## [EXERCISE DIRECTIONS]
The answer must consist of every line in the data below that holds the word "give".

## [INFORMATION]
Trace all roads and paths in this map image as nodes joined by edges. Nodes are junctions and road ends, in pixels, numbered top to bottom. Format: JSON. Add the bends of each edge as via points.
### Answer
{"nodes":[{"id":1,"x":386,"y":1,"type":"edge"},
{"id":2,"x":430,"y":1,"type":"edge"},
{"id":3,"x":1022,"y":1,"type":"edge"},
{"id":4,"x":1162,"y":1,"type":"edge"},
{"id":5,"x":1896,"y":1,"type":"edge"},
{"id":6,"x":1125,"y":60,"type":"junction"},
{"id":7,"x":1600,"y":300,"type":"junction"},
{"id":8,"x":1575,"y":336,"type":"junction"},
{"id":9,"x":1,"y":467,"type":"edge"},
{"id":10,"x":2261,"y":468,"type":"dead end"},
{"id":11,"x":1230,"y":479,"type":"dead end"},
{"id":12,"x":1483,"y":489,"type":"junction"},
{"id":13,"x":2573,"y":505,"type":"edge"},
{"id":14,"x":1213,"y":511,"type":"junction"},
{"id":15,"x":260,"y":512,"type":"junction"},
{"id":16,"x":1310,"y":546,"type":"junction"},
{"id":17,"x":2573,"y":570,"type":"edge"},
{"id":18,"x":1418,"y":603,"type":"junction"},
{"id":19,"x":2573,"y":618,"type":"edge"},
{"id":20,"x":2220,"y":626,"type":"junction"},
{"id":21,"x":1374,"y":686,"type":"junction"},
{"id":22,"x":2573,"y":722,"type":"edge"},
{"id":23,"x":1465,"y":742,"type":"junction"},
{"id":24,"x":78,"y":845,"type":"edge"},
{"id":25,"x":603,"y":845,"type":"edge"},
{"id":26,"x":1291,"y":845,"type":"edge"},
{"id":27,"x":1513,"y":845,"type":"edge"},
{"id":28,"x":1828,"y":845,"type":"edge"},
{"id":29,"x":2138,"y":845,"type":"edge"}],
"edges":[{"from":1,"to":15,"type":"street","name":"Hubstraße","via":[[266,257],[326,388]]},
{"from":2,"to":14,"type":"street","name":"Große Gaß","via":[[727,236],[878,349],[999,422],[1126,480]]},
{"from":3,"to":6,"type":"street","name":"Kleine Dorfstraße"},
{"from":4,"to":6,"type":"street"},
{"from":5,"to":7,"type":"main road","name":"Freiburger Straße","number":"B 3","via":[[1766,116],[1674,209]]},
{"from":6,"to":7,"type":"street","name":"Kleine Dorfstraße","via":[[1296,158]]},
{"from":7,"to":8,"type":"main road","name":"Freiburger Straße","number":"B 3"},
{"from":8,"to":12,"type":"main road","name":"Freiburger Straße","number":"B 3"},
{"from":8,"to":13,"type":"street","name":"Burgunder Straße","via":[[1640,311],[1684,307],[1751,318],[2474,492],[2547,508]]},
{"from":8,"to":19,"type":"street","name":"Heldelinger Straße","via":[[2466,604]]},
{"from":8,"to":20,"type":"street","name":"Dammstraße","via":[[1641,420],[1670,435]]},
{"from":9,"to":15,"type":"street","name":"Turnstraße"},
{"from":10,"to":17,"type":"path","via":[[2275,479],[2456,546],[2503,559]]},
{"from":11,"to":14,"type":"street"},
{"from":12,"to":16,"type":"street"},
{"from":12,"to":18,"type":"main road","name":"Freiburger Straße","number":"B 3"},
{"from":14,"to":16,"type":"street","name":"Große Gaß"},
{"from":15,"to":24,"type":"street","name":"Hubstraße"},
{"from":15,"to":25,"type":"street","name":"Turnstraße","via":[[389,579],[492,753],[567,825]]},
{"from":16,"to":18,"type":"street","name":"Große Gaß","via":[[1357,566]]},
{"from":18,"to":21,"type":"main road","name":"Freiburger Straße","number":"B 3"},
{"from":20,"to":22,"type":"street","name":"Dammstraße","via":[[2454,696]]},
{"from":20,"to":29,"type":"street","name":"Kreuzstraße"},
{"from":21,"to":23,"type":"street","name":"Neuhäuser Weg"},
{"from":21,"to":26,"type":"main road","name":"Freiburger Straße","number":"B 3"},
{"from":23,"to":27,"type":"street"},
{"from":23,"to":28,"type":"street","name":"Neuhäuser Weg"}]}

--

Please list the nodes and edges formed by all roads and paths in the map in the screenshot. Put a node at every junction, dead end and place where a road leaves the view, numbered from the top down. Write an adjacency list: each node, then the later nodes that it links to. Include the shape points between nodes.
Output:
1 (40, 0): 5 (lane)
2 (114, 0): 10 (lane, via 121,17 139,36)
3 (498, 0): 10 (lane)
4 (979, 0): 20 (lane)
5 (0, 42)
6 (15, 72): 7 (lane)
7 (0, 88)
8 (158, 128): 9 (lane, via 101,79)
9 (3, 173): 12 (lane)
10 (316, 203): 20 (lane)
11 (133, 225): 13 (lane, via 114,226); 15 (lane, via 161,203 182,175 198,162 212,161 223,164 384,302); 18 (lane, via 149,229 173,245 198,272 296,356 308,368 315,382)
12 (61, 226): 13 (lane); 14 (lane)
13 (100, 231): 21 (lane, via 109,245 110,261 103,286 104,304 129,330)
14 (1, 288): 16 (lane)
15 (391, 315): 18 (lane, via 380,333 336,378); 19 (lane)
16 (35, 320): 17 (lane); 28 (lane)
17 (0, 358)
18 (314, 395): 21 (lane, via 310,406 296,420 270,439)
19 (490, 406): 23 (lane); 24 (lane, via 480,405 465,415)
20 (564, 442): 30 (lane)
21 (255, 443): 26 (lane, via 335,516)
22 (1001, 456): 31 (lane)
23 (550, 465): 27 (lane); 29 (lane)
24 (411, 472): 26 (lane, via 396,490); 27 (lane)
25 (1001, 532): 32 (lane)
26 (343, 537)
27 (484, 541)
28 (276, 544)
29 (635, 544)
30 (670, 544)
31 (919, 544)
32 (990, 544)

==

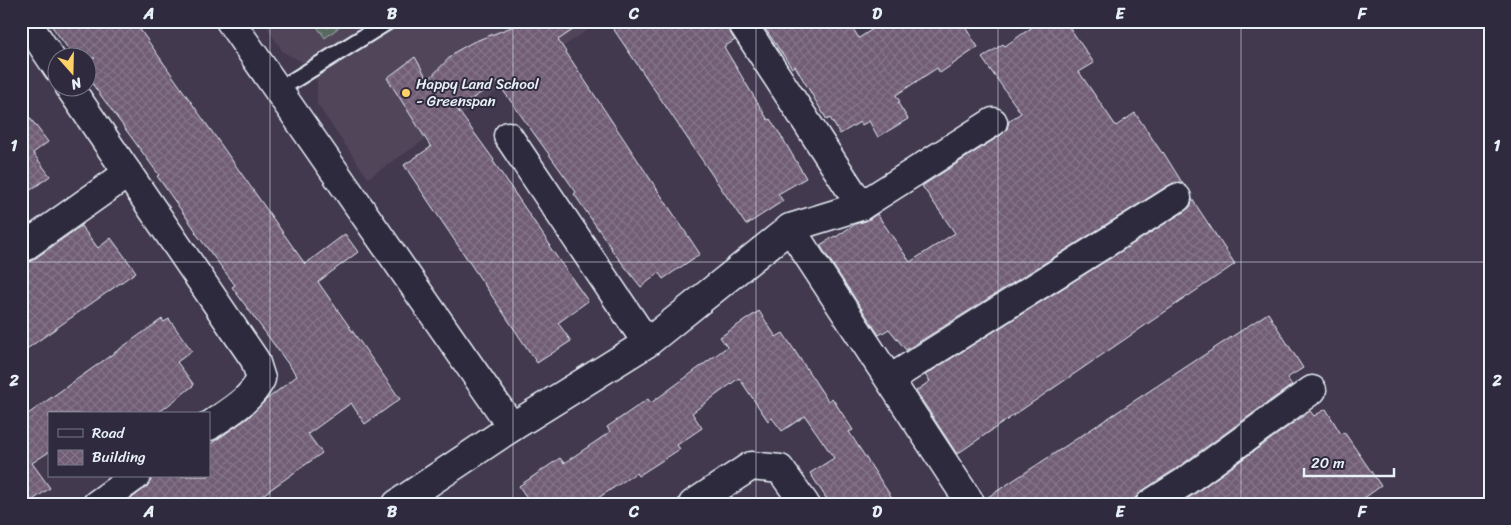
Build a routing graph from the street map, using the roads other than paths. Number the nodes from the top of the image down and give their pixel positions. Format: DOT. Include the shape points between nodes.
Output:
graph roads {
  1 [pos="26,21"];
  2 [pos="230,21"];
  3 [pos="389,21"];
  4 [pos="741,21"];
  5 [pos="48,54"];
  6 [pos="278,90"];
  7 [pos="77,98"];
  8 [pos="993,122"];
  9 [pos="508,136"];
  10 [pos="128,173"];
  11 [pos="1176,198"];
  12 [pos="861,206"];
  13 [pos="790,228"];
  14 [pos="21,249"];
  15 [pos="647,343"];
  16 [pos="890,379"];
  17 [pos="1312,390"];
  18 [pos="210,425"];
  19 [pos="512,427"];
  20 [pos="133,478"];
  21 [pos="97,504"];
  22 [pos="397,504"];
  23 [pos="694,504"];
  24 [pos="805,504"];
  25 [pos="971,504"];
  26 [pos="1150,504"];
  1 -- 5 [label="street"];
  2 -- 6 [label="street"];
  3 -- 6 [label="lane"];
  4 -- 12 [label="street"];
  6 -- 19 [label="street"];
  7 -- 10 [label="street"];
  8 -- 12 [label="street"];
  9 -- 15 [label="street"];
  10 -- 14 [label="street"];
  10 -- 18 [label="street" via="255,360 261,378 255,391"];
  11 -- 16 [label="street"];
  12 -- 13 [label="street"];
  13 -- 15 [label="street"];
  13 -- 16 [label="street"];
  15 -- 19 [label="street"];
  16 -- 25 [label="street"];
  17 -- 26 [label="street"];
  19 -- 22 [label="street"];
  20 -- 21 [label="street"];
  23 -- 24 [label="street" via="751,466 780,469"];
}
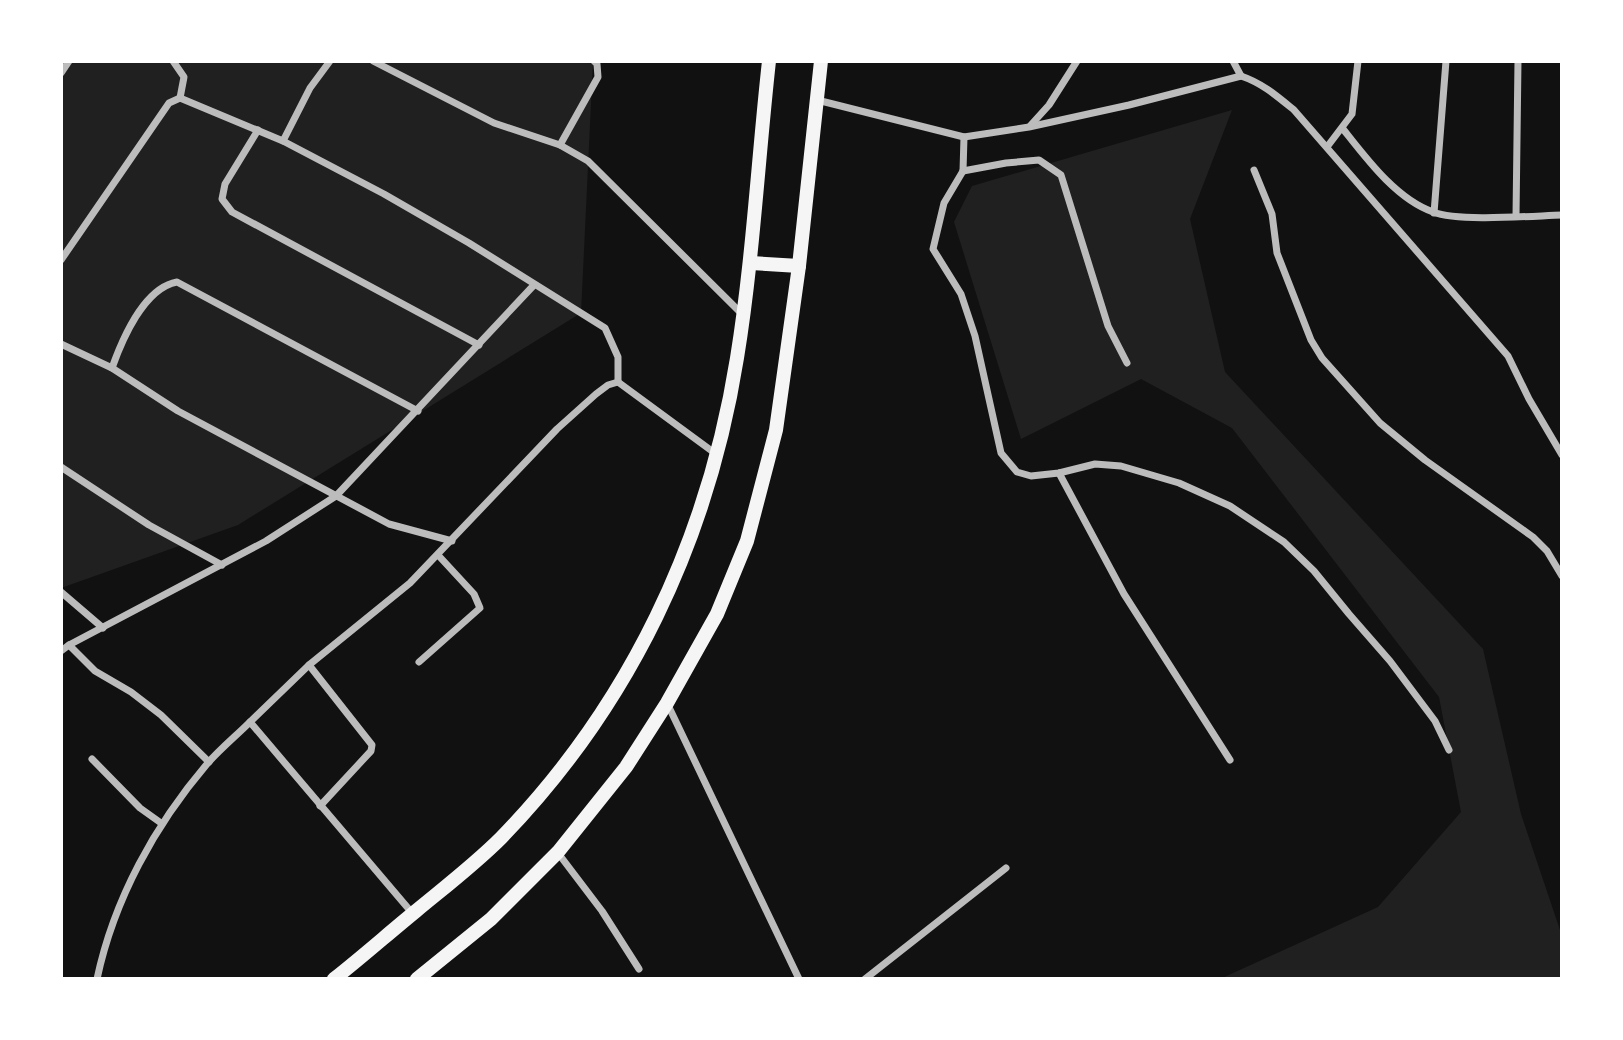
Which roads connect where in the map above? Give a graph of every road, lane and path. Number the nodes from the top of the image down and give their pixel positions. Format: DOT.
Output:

## [TASK ANSWER]
Build a routing graph from the street map, using the roads other than paths. Number the nodes from the top of the image down and give their pixel positions. Format: DOT. Include the shape points between nodes.
Which roads connect where in the map above? Give a graph of every road, lane and path. Number the nodes from the top of the image down and give their pixel positions. Format: DOT.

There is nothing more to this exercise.